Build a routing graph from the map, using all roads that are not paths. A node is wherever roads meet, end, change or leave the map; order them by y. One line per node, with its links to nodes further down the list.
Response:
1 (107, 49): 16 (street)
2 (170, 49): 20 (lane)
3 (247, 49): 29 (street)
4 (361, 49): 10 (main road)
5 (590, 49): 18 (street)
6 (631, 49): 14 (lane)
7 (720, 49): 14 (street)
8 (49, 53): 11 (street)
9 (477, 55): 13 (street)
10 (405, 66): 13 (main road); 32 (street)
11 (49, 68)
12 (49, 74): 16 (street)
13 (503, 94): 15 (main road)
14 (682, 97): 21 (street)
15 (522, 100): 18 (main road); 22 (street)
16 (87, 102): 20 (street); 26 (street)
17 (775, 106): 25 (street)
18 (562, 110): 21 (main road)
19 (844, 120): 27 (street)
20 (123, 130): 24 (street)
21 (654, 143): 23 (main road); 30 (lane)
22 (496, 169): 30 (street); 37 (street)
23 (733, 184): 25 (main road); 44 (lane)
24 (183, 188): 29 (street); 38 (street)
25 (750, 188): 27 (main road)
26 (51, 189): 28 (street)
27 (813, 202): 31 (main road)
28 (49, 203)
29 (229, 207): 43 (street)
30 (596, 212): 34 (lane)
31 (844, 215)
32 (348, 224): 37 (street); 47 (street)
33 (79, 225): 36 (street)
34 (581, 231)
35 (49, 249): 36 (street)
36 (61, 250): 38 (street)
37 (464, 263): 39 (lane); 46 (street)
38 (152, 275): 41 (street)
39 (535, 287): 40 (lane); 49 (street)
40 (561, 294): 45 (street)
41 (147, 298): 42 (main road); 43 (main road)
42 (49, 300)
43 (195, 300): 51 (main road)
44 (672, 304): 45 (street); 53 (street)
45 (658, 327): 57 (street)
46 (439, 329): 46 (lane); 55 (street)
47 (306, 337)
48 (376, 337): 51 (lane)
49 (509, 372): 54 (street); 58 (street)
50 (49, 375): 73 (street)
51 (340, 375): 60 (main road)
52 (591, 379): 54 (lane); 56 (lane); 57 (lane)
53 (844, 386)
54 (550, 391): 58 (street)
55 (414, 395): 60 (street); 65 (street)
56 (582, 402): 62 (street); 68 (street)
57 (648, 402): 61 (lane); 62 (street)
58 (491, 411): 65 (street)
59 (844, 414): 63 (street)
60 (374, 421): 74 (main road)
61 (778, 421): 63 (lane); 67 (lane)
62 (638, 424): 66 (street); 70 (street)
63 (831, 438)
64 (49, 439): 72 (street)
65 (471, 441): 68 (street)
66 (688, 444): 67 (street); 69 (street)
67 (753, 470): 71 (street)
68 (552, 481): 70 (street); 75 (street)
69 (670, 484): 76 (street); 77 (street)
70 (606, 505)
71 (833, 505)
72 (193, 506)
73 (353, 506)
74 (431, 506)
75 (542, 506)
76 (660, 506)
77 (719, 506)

▸ **Aim of the exercise**
The reply is a bare number, the count of lines in these entries that hold the word "lane".

▸ **Result below**
12